> **DIRECTIONS FOR THIS TASK**
Please set down the data word for word; images do not go in the copy.

> **SOURCE RECORDS**
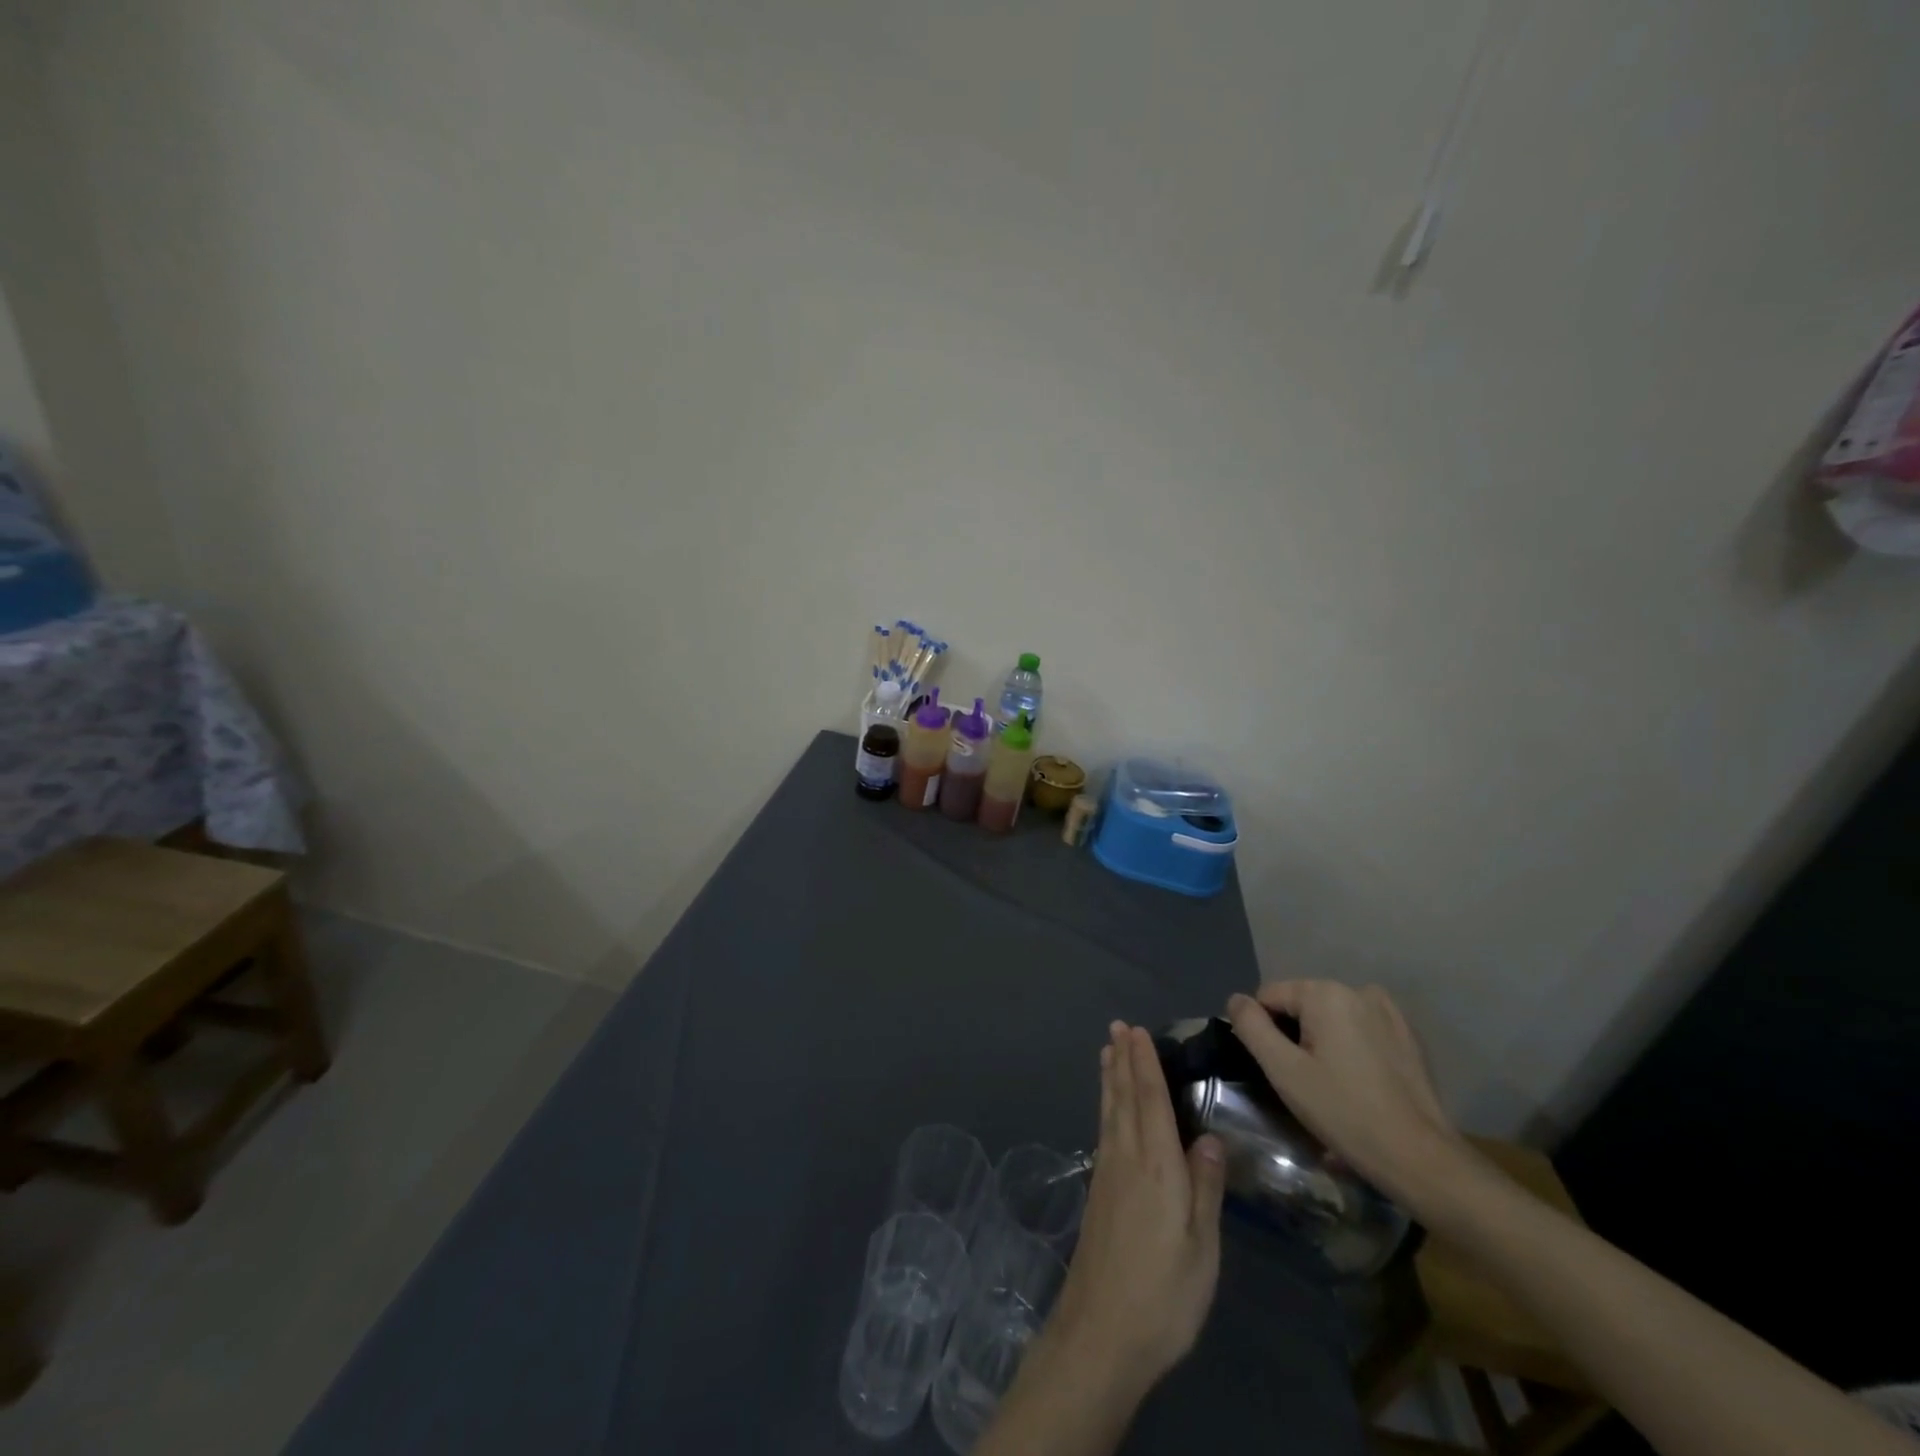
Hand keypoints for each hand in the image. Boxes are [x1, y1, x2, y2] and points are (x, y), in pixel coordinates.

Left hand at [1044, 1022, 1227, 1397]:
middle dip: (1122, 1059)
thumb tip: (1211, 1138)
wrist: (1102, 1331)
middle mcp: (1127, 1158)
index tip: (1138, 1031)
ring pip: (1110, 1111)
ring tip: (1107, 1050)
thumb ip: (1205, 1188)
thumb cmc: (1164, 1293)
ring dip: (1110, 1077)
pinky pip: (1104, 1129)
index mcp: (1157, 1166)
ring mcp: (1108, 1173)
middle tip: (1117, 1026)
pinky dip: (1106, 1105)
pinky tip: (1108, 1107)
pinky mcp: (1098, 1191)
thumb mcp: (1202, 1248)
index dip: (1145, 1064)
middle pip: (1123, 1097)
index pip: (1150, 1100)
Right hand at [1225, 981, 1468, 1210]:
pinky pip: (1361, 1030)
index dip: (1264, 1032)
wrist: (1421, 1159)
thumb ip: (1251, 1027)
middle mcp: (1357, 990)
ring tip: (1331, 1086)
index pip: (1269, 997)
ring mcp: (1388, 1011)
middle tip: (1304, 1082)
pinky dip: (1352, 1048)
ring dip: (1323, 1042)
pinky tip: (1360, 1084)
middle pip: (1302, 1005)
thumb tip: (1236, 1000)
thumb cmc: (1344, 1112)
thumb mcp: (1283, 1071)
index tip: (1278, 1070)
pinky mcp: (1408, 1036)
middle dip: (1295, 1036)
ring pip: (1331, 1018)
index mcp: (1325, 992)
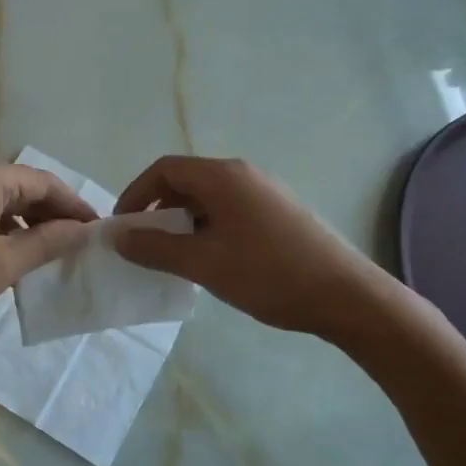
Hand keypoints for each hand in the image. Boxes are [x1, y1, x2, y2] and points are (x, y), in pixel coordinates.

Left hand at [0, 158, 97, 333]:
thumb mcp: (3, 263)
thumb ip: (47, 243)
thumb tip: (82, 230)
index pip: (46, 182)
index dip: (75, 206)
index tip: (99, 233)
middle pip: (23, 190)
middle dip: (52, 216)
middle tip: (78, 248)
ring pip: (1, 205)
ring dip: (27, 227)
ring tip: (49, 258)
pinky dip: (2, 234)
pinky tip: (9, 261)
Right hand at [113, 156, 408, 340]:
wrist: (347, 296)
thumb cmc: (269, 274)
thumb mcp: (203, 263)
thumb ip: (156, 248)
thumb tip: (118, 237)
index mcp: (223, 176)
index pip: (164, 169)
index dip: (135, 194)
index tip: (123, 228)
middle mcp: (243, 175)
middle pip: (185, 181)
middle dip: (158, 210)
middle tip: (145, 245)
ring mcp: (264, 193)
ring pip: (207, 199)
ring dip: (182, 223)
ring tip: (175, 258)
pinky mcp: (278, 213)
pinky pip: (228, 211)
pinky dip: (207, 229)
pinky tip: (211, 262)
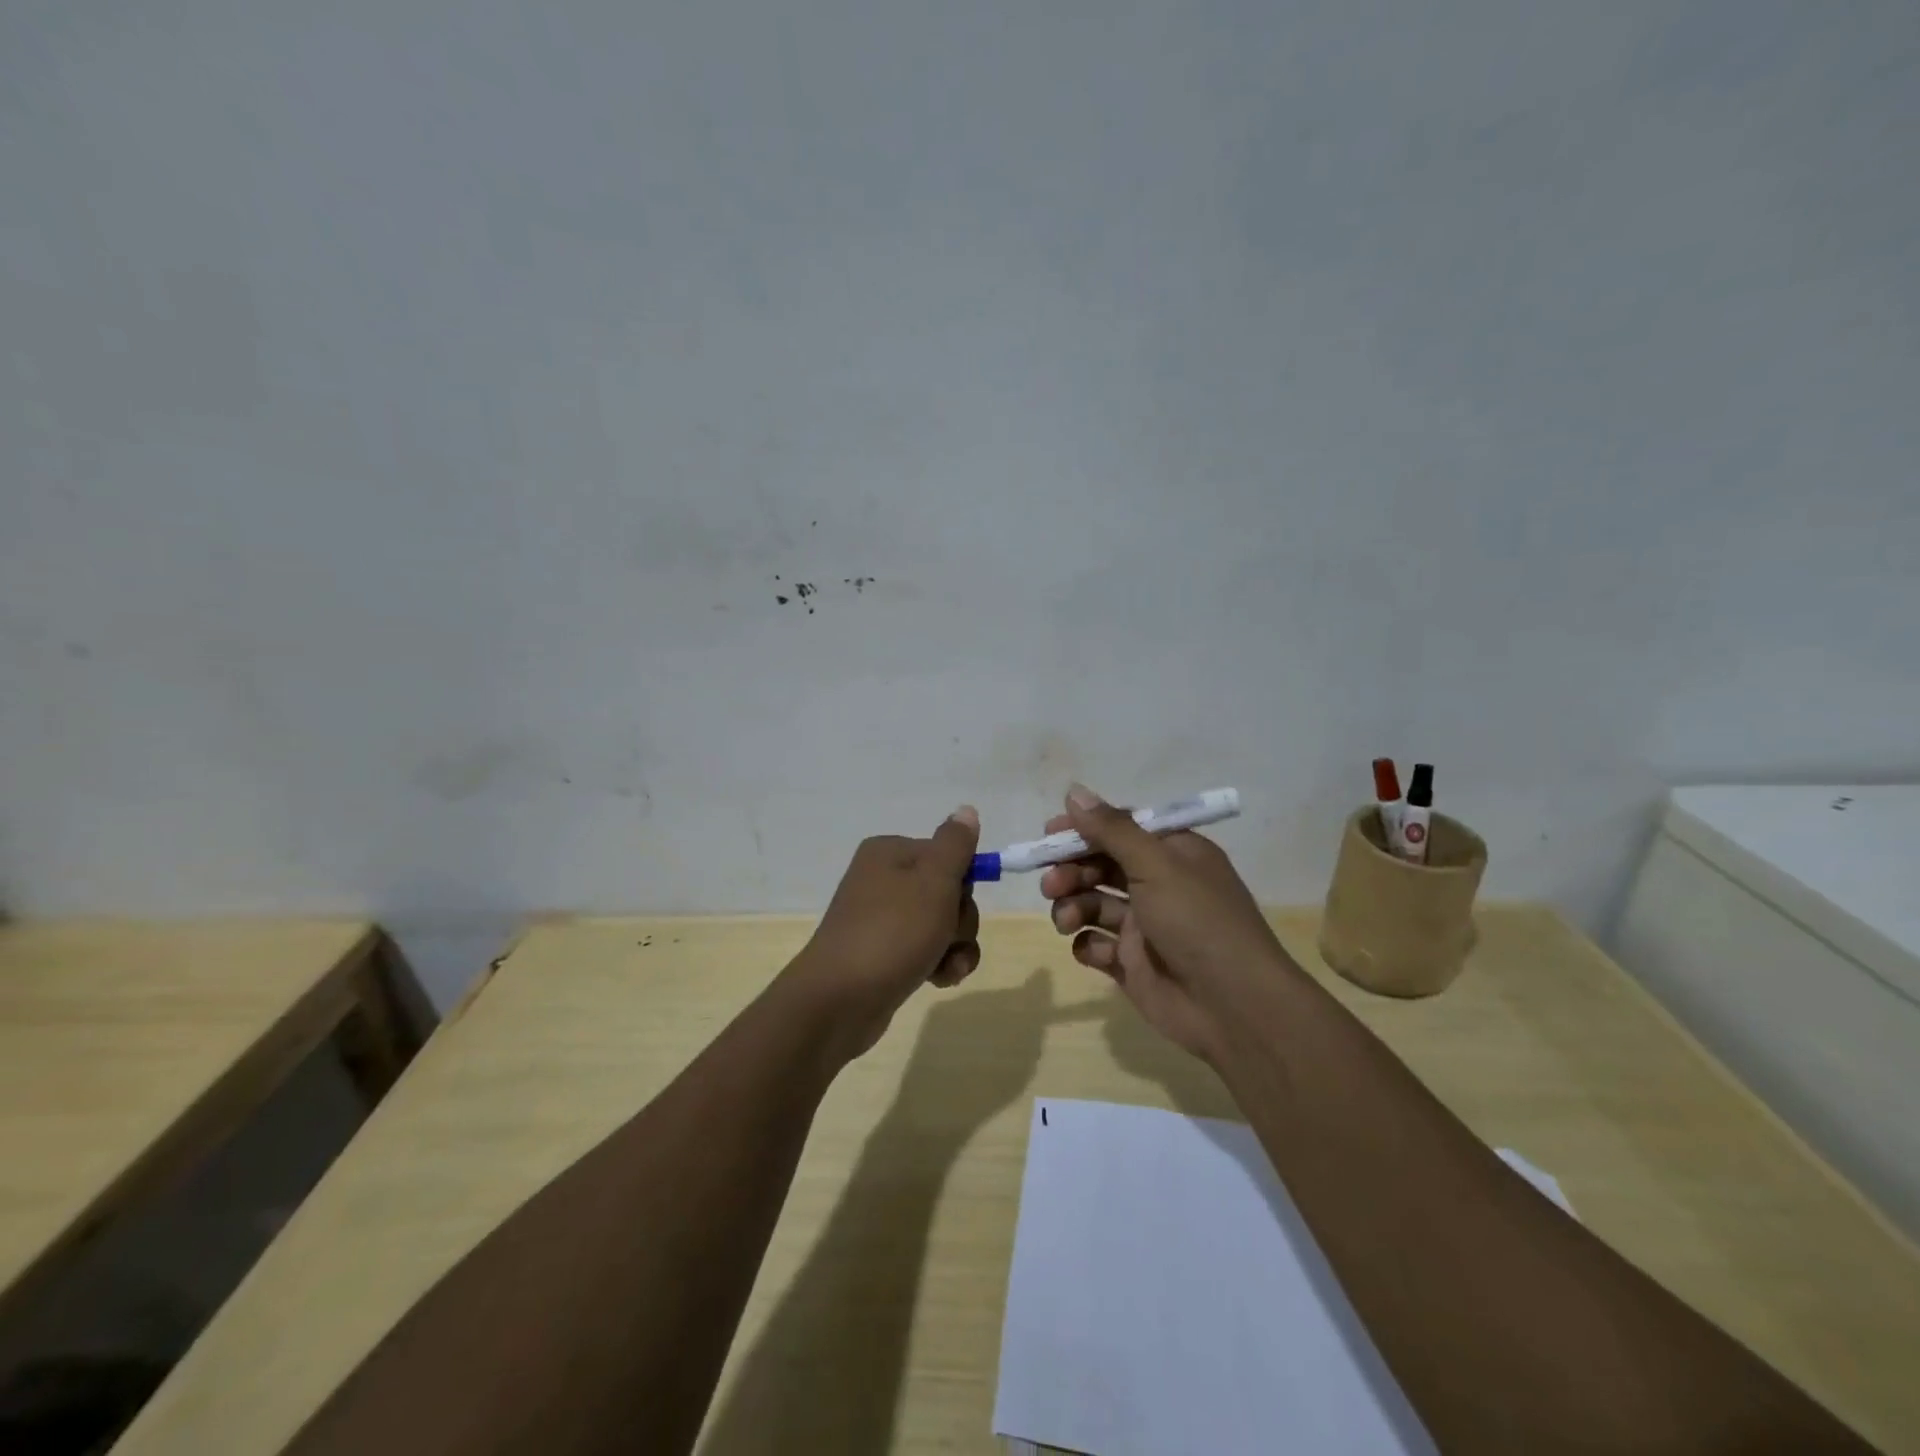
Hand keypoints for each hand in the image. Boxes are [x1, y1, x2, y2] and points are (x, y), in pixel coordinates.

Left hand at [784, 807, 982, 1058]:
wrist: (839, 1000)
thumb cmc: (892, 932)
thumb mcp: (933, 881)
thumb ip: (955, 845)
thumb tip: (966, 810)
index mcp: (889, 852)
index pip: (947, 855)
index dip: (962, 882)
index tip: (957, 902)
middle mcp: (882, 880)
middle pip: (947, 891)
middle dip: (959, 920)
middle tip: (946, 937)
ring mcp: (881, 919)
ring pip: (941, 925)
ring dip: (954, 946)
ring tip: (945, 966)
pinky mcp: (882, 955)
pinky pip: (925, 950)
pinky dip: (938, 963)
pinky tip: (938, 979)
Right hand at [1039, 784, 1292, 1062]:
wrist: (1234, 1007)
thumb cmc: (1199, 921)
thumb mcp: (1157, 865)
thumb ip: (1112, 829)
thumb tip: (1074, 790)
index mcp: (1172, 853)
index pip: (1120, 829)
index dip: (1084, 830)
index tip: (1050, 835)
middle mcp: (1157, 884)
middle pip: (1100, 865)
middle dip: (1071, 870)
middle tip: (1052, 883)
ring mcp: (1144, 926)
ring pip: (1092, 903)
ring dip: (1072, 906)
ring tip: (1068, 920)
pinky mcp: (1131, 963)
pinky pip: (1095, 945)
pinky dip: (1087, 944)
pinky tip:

> **WRITTEN RESPONSE**
Hand keypoints for each hand in the image. Boxes are [x1, y1, x2, y2] and points are (x, y), in pixel coordinates.

Left hand at [1044, 1022, 1227, 1397]:
middle dip: (1122, 1059)
thumb tip: (1211, 1138)
wrist: (1102, 1331)
middle mcp: (1127, 1158)
index tip: (1138, 1031)
ring pip: (1110, 1111)
ring tip: (1107, 1050)
thumb ip: (1205, 1188)
thumb cmc: (1164, 1293)
ring dip: (1110, 1077)
pinky pip: (1104, 1129)
index mcp: (1157, 1166)
ring mcp: (1108, 1173)
middle tip: (1117, 1026)
pinky dip: (1106, 1105)
pinky tip: (1108, 1107)
pinky mcp: (1098, 1191)
thumb mcp: (1202, 1248)
index dip: (1145, 1064)
middle pip: (1123, 1097)
index pip: (1150, 1100)
Right hand at [1225, 981, 1468, 1210]:
pinky pip: (1361, 1030)
index dip: (1264, 1032)
wrist: (1421, 1159)
thumb ip: (1251, 1027)
middle mcp: (1357, 990)
ring tip: (1331, 1086)
index pip: (1269, 997)
ring mcp: (1388, 1011)
middle tip: (1304, 1082)
pinky dip: (1352, 1048)
ring dip: (1323, 1042)
pinky tip: (1360, 1084)
middle pip: (1302, 1005)
thumb tip: (1236, 1000)
thumb cmc: (1344, 1112)
thumb mcp: (1283, 1071)
index tip: (1278, 1070)
pinky mcp: (1408, 1036)
middle dip: (1295, 1036)
ring pip: (1331, 1018)
index mcp: (1325, 992)
Hand keypoints for each hand in the image. Boxes are [x1, y1, x2, y2] and points are (x, y), in pixel coordinates.

Left hand at [0, 158, 97, 333]:
thumb mcp: (3, 263)
thumb ip: (47, 243)
thumb tip: (82, 230)
index pip: (46, 182)
index dip: (75, 206)
index tip: (99, 233)
middle pip: (23, 190)
middle dip: (52, 216)
middle tip: (78, 248)
ring pip: (1, 205)
ring dip: (27, 227)
ring tip: (49, 258)
pinky dip: (2, 234)
pinky tip: (9, 261)
Right hand at [113, 156, 408, 340]:
wrist: (347, 296)
thumb cmc: (269, 274)
thumb mcp: (203, 263)
thumb ip: (156, 248)
thumb tip: (118, 237)
index mcp: (223, 176)
index pip: (164, 169)
index dip: (135, 194)
index tip: (123, 228)
middle mcp: (243, 175)
middle pip: (185, 181)
middle dip: (158, 210)
middle tip: (145, 245)
ring mcp: (264, 193)
ring pip: (207, 199)
ring dip: (182, 223)
ring tip: (175, 258)
pinky mcp: (278, 213)
pinky pip: (228, 211)
pinky dip: (207, 229)
pinky tip: (211, 262)
Hand keypoints for each hand in the image. Boxes are [x1, y1, x2, y2] and points are (x, y), in pixel coordinates.

Left hand at [784, 807, 982, 1058]:
wrist: (839, 1000)
thumb cmc: (892, 932)
thumb mcp: (933, 881)
thumb ip: (955, 845)
thumb tip: (966, 810)
index mcp: (889, 852)
index pip: (947, 855)
index dip: (962, 882)
index tip: (957, 902)
middle mcp: (882, 880)
middle pip: (947, 891)
middle dip: (959, 920)
middle tip: (946, 937)
ring mcp: (881, 919)
ring pip: (941, 925)
ring dip: (954, 946)
ring tip: (945, 966)
pinky mcp: (882, 955)
pinky pip: (925, 950)
pinky dip: (938, 963)
pinky tip: (938, 979)
Right hand at [1039, 784, 1292, 1062]:
wrist: (1234, 1007)
thumb cmc: (1199, 921)
thumb mcp: (1157, 865)
thumb ip: (1112, 829)
thumb tip: (1074, 790)
index mcp: (1172, 853)
index pip: (1120, 829)
index dip: (1084, 830)
index tip: (1050, 835)
middle mcp: (1157, 884)
middle pip: (1100, 865)
middle dip: (1071, 870)
middle tip: (1052, 883)
ring mcp: (1144, 926)
ring pip: (1092, 903)
ring dip: (1072, 906)
ring tip: (1068, 920)
pinky mcp: (1131, 963)
pinky pip: (1095, 945)
pinky dip: (1087, 944)
pinky tip:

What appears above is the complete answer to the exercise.